Out of the blue, he is diagnosed with metastatic melanoma in his brain, lungs and abdomen, and is given a life expectancy of less than 6 months. Treatment options, including clinical trials, are ruled out one by one, and he undergoes palliative neurosurgery and whole brain radiotherapy. Assisted suicide is legal, and he would qualify for it. From his career as a doctor, he knows what kind of death to expect, with significant pain and suffering, as well as a loss of function and autonomy.
But he is keen to make the most of symptomatic treatments and palliative care options that are available, and to avoid sending the signal to his kids, and those around him, that when life gets tough, it is okay to end it.
However, a few months later, the cancer causes a major bowel obstruction. He undergoes surgery and a stay in intensive care, but he is now a broken man, with ongoing pain, vomiting, diarrhoea and weight loss. He decides it is all too much, and doesn’t want to burden his family any more, even though they assure him they don’t see it that way.
But, after a short period he takes up the option to end his life. Those around him are sad to see him go, but are relieved to see his suffering end, and society applauds the legislation that allowed him to end his life “humanely”, and life goes on. He had a “good death”.
Imagine now, the same scenario, but with a different ending. Assisted suicide has not been legalised so he struggles on with this poor quality of life.

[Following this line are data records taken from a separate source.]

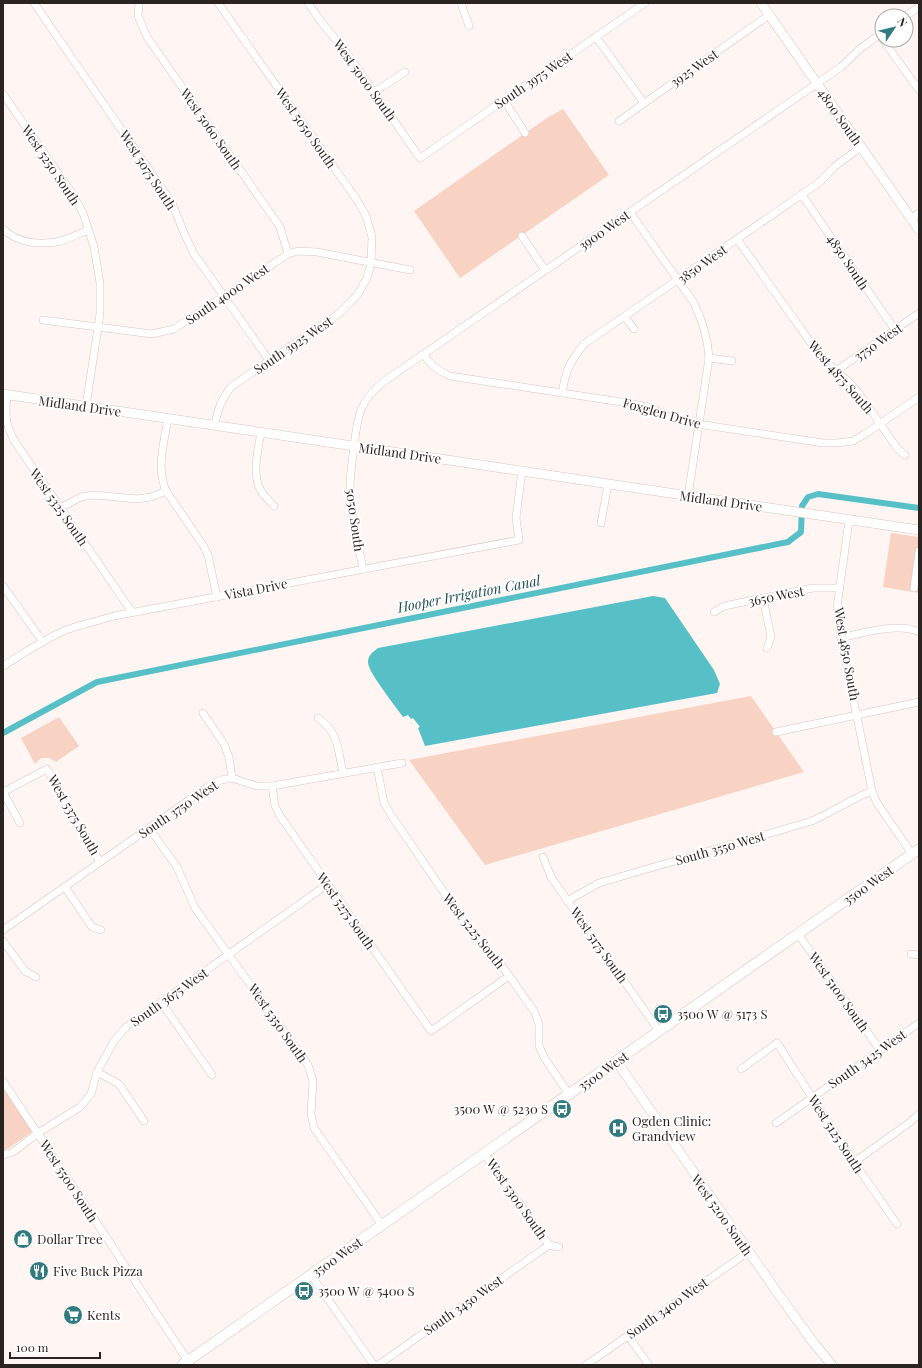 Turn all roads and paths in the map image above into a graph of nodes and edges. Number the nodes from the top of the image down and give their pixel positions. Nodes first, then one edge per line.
1 (34, 3) edge
2 (138, 3) edge
3 (218, 3) edge
4 (308, 3) edge
5 (461, 3) edge
6 (645, 3) edge
7 (761, 3) edge
8 (769, 15) junction
9 (469, 26) dead end
10 (596, 37) junction
11 (874, 41) edge
12 (890, 48) edge
13 (404, 72) dead end
14 (817, 83) junction
15 (919, 90) edge
16 (374, 92) junction
17 (3, 94) edge
18 (504, 100) junction
19 (644, 103) junction
20 (619, 122) dead end
21 (525, 133) dead end
22 (861, 147) junction
23 (420, 158) joint
24 (802, 195) junction
25 (630, 212) junction
26 (919, 213) edge
27 (911, 219) junction
28 (3, 230) edge
29 (88, 230) junction
30 (919, 230) edge
31 (522, 236) dead end
32 (737, 239) junction
33 (288, 254) junction
34 (371, 263) junction
35 (410, 270) dead end
36 (545, 270) junction
37 (678, 280) junction
38 (224, 296) junction
39 (919, 313) edge
40 (625, 317) junction
41 (43, 320) dead end
42 (98, 327) junction
43 (634, 328) dead end
44 (894, 330) junction
45 (423, 354) junction
46 (709, 358) junction
47 (269, 360) junction
48 (732, 361) dead end
49 (836, 371) junction
50 (562, 393) junction
51 (5, 395) edge
52 (919, 397) edge
53 (86, 406) junction
54 (168, 418) junction
55 (881, 424) junction
56 (215, 425) junction
57 (699, 425) junction
58 (261, 432) junction
59 (354, 446) junction
60 (905, 455) dead end
61 (522, 471) junction
62 (608, 484) junction
63 (166, 491) junction
64 (688, 496) junction
65 (274, 506) dead end
66 (60, 508) junction
67 (849, 520) junction
68 (601, 523) dead end
69 (919, 530) edge
70 (919, 551) edge
71 (363, 569) junction
72 (918, 571) edge
73 (3, 586) edge
74 (840, 588) junction
75 (914, 588) dead end
76 (217, 597) junction
77 (763, 598) junction
78 (132, 612) junction
79 (714, 612) dead end
80 (919, 632) edge
81 (841, 638) junction
82 (43, 642) junction
83 (767, 648) dead end
84 (3, 666) edge
85 (919, 702) edge
86 (203, 713) dead end
87 (857, 715) junction
88 (318, 718) dead end
89 (776, 732) dead end
90 (402, 763) dead end
91 (377, 767) junction
92 (343, 774) junction
93 (232, 778) junction
94 (272, 786) junction
95 (872, 791) junction
96 (3, 792) edge
97 (20, 823) dead end
98 (149, 828) junction
99 (916, 852) edge
100 (543, 857) dead end
101 (100, 862) junction
102 (328, 884) junction
103 (65, 887) junction
104 (567, 901) junction
105 (3, 930) edge
106 (102, 930) dead end
107 (798, 934) junction
108 (3, 941) edge
109 (229, 954) junction
110 (911, 954) dead end
111 (919, 955) edge
112 (509, 976) junction
113 (36, 977) dead end
114 (161, 1002) junction
115 (919, 1023) edge
116 (659, 1031) junction
117 (880, 1050) junction
118 (617, 1062) junction
119 (741, 1069) dead end
120 (97, 1072) junction
121 (212, 1075) dead end
122 (3, 1081) edge
123 (569, 1094) junction
124 (812, 1097) junction
125 (919, 1114) edge
126 (144, 1120) dead end
127 (776, 1123) dead end
128 (38, 1133) junction
129 (484, 1153) junction
130 (3, 1155) edge
131 (854, 1162) junction
132 (897, 1224) dead end
133 (382, 1225) junction
134 (549, 1245) junction
135 (559, 1247) dead end
136 (748, 1252) junction
137 (311, 1275) junction
138 (628, 1336) junction
139 (185, 1363) edge
140 (374, 1365) edge
141 (378, 1365) edge
142 (586, 1365) edge
143 (649, 1365) edge
144 (832, 1365) edge

1 - 38 street, West 5075 South
2 - 33 street, West 5060 South
3 - 34 street, West 5050 South
4 - 16 street, West 5000 South
5 - 9 street
6 - 10 street, South 3975 West
7 - 8 street, 4800 South
8 - 14 street, 4800 South
8 - 19 street, 3925 West
10 - 18 street, South 3975 West
10 - 19 street
11 - 14 street, 3900 West
12 - 15 street
13 - 16 street
14 - 22 street, 4800 South
14 - 25 street, 3900 West
16 - 23 street, West 5000 South
17 - 29 street, West 5250 South
18 - 21 street
18 - 23 street, South 3975 West
19 - 20 street, 3925 West
22 - 24 street, 3850 West
22 - 27 street, 4800 South
24 - 32 street, 3850 West
24 - 44 street, 4850 South
25 - 36 street, 3900 West
25 - 37 street
26 - 27 street
27 - 30 street, 4800 South
28 - 29 street
29 - 42 street, West 5250 South
31 - 36 street
32 - 37 street, 3850 West
32 - 49 street, West 4875 South
33 - 34 street, South 4000 West
33 - 38 street, South 4000 West
34 - 35 street, South 4000 West
34 - 47 street, South 3925 West
36 - 45 street, 3900 West
37 - 40 street, 3850 West
37 - 46 street
38 - 42 street, South 4000 West
38 - 47 street, West 5075 South
39 - 44 street, 3750 West
40 - 43 street
40 - 50 street, 3850 West
41 - 42 street, South 4000 West
42 - 53 street, West 5250 South
44 - 49 street, 3750 West
45 - 50 street, Foxglen Drive
45 - 59 street, 3900 West
46 - 48 street
46 - 57 street
47 - 56 street, South 3925 West
49 - 55 street, West 4875 South
50 - 57 street, Foxglen Drive
51 - 53 street, Midland Drive
51 - 66 street, West 5325 South
52 - 55 street, Foxglen Drive
53 - 54 street, Midland Drive
54 - 56 street, Midland Drive
54 - 63 street
55 - 57 street, Foxglen Drive
55 - 60 street, West 4875 South
56 - 58 street, Midland Drive
57 - 64 street
58 - 59 street, Midland Drive
58 - 65 street
59 - 61 street, Midland Drive
59 - 71 street, 5050 South
61 - 62 street, Midland Drive
61 - 71 street, Vista Drive
62 - 64 street, Midland Drive
62 - 68 street
63 - 66 street
63 - 76 street
64 - 67 street, Midland Drive
66 - 78 street, West 5325 South
67 - 69 street, Midland Drive
67 - 74 street, West 4850 South
70 - 72 street
71 - 76 street, Vista Drive
72 - 75 street
73 - 82 street
74 - 77 street, 3650 West
74 - 81 street, West 4850 South
76 - 78 street, Vista Drive
77 - 79 street, 3650 West
77 - 83 street
78 - 82 street, Vista Drive
80 - 81 street
81 - 87 street, West 4850 South
82 - 84 street, Vista Drive
85 - 87 street
86 - 93 street
87 - 89 street
87 - 95 street, West 4850 South
88 - 92 street
90 - 91 street, South 3750 West
91 - 92 street, South 3750 West
91 - 112 street, West 5225 South
92 - 94 street, South 3750 West
93 - 94 street, South 3750 West
93 - 98 street, South 3750 West
94 - 102 street, West 5275 South
95 - 99 street
95 - 104 street, South 3550 West
96 - 97 street
96 - 101 street, West 5375 South
98 - 101 street, South 3750 West
98 - 109 street, West 5350 South
99 - 107 main road, 3500 West
100 - 104 street, West 5175 South
101 - 103 street, South 3750 West
102 - 109 street, South 3675 West
102 - 112 street, West 5275 South
103 - 105 street, South 3750 West
103 - 106 street
104 - 116 street, West 5175 South
107 - 116 main road, 3500 West
107 - 117 street, West 5100 South
108 - 113 street
109 - 114 street, South 3675 West
109 - 133 street, West 5350 South
110 - 111 street
112 - 123 street, West 5225 South
114 - 120 street, South 3675 West
114 - 121 street
115 - 117 street, South 3425 West
116 - 118 main road, 3500 West
117 - 124 street, South 3425 West
118 - 123 main road, 3500 West
118 - 136 street, West 5200 South
119 - 124 street, West 5125 South
120 - 126 street
120 - 128 street, South 3675 West
122 - 128 street, West 5500 South
123 - 129 main road, 3500 West
124 - 127 street, South 3425 West
124 - 131 street, West 5125 South
125 - 131 street
128 - 130 street, South 3675 West
128 - 139 street, West 5500 South
129 - 133 main road, 3500 West
129 - 134 street, West 5300 South
131 - 132 street, West 5125 South
133 - 137 main road, 3500 West
134 - 135 street
134 - 141 street, South 3450 West
136 - 138 street, South 3400 West
136 - 144 street, West 5200 South
137 - 139 main road, 3500 West
137 - 140 street
138 - 142 street, South 3400 West
138 - 143 street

However, one month later, he unexpectedly qualifies for a clinical trial of a new cancer treatment. Despite feeling very unwell, he elects to start the trial, thinking any contribution to medical science before he dies would be a worthwhile legacy for his children. Within a few weeks of the trial starting he gets sicker, requiring more surgery and time in hospital. His symptoms worsen and nothing seems to help.
However, despite his worsening physical and mental state, the trial medication seems to be working. His tumours are shrinking. He doesn’t see this as good news, as it seems it will just prolong his suffering even more, without providing an ultimate cure. He remains unwell, essentially housebound and dependent on others for a number of months.

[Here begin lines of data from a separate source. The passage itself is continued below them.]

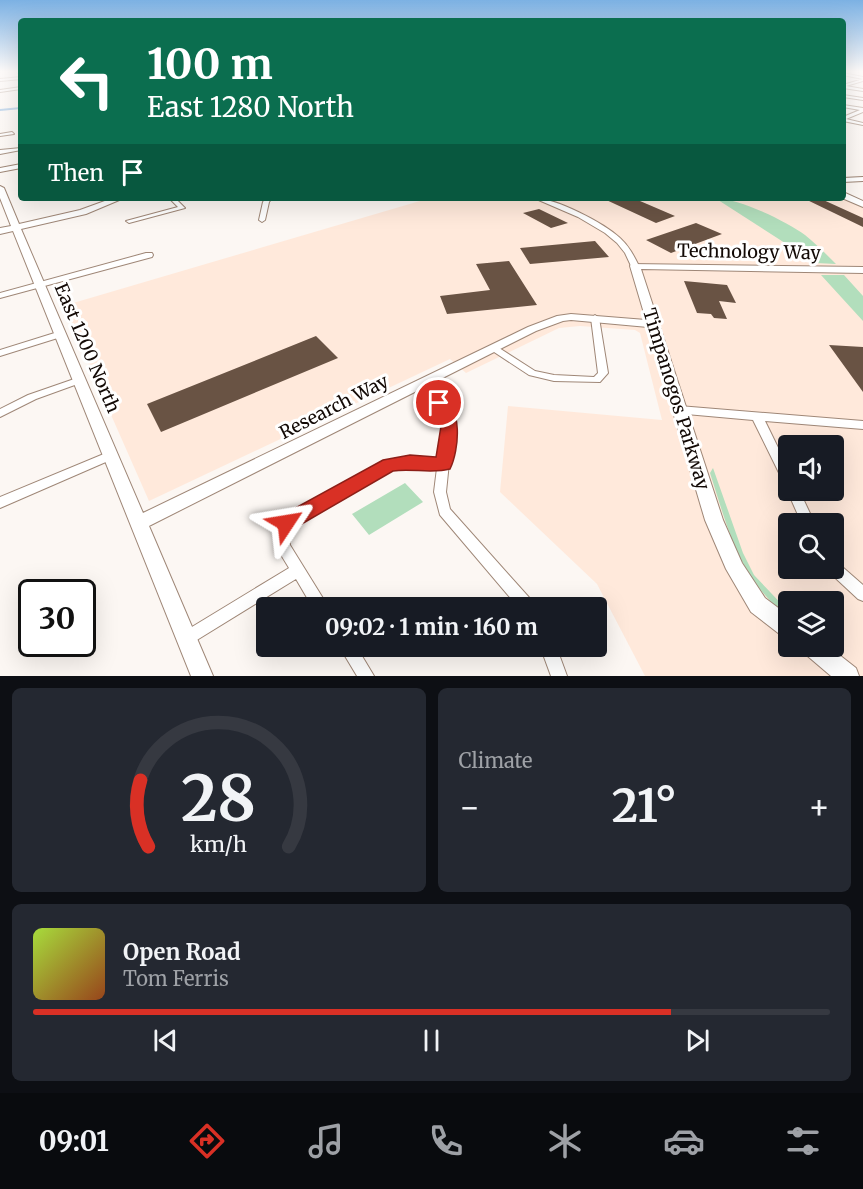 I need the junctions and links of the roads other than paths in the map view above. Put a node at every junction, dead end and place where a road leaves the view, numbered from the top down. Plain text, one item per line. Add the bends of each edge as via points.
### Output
1 (846, 106) edge
2 (863, 109) edge
3 (846, 118) edge
4 (846, 120) edge
5 (863, 124) edge
6 (12, 133) dead end
7 (0, 135) edge
8 (18, 149) edge
9 (0, 152) edge
10 (18, 167) edge
11 (0, 170) edge
12 (863, 179) edge
13 (846, 180) edge
14 (0, 188) edge
15 (846, 196) edge
16 (112, 201) edge
17 (175, 201) edge
18 (267, 201) edge
19 (544, 201) edge
20 (863, 204) edge
21 (261, 220) dead end
22 (129, 221) dead end
23 (17, 228) junction
24 (0, 231) edge
25 (149, 255) dead end
26 (635, 266) junction
27 (863, 270) edge
28 (40, 285) junction
29 (0, 296) edge
30 (595, 318) junction
31 (651, 324) junction
32 (61, 334) junction
33 (493, 348) junction
34 (0, 354) edge
35 (80, 380) junction
36 (418, 385) junction
37 (679, 410) junction
38 (0, 412) edge
39 (757, 416) junction
40 (863, 425) edge
41 (111, 455) junction
42 (778, 459) edge
43 (443, 464) junction
44 (0, 503) edge
45 (139, 523) junction
46 (298, 570) junction
47 (844, 577) edge
48 (863, 594) edge
49 (315, 597) edge
50 (519, 597) edge
51 (778, 620) edge
52 (187, 638) junction
53 (354, 657) edge
54 (552, 657) edge
55 (825, 657) edge
56 (202, 676) edge
57 (366, 676) edge
58 (559, 676) edge
59 (848, 676) edge

1 - 2 street
2 - 3 street
4 - 5 street
6 - 7 street
8 - 9 street
10 - 11 street
12 - 13 street
14 - 23 street, East 1200 North
15 - 20 main road
16 - 23 street
17 - 22 street via 182,208
18 - 21 street
19 - 26 street, Timpanogos Parkway via 614,236 627,249
23 - 24 street
23 - 28 street, East 1200 North
25 - 28 street
26 - 27 street, Technology Way
26 - 31 street, Timpanogos Parkway
28 - 29 street
28 - 32 street, East 1200 North
30 - 31 street, Research Way
30 - 33 street, Research Way via 561,318
30 - 33 street via 603,373 597,380 532,373
31 - 37 street, Timpanogos Parkway
32 - 34 street
32 - 35 street, East 1200 North
33 - 36 street, Research Way
35 - 38 street
35 - 41 street, East 1200 North
36 - 43 street via 449,414
36 - 45 street, Research Way
37 - 39 street
37 - 51 street, Timpanogos Parkway via 714,520 735,569 758,604
39 - 40 street
39 - 42 street
41 - 44 street
41 - 45 street, East 1200 North
43 - 46 street via 389,465 292,519 281,530 281,538
43 - 50 street via 440,492 444,511
45 - 52 street, East 1200 North
46 - 49 street
46 - 52 street
47 - 48 street
52 - 56 street, East 1200 North
53 - 57 street
54 - 58 street
55 - 59 street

Then, slowly, but surely, his symptoms begin to improve. New symptoms and treatment side-effects arise from time to time, but he finds he is beginning to enjoy life again. He is able to get outside and even walk his kids to school. All of a sudden, having prepared for death, he finds himself still alive one year after diagnosis. He is able to get his drivers licence back and gain some independence. Two-years down the track, his treatment continues. There are still some side effects, but they are manageable. Some tumours have disappeared while those that remain are stable.
Amazingly, three years later, he is exploring options to get back to work. Fast-forward to the current day, over 4 years later. He is back working as a doctor, with an emphasis on improving patient safety in healthcare, and is now sitting at his computer writing a piece on why he thinks legalising assisted suicide is a bad idea.
Yes, this has been my lived experience over the last 4 years. Despite my desire to keep emotion and anecdotes out of this debate, I felt it necessary to provide my own. I would like to think that even if assisted suicide had been an option 4 years ago, I wouldn’t have taken it up, but it is impossible to say. There were some dark days then, with significant physical and emotional pain and suffering. I know my family would have been against it, and certainly wouldn’t have pressured me into it, but who knows how much pressure I would’ve exerted on myself if the option was available.
Obviously my situation is rather unique, but it does highlight how difficult it can be for doctors to predict life-expectancy, response to treatments, and what new options might lie just over the horizon. As I have said, in a complex society such as we have today, it is impossible for individuals to make decisions and perform actions that don’t in some way influence those around them, and the wider society. The bigger the decision, the bigger the potential impact. Surely there can be no bigger decision than the one to end your own life.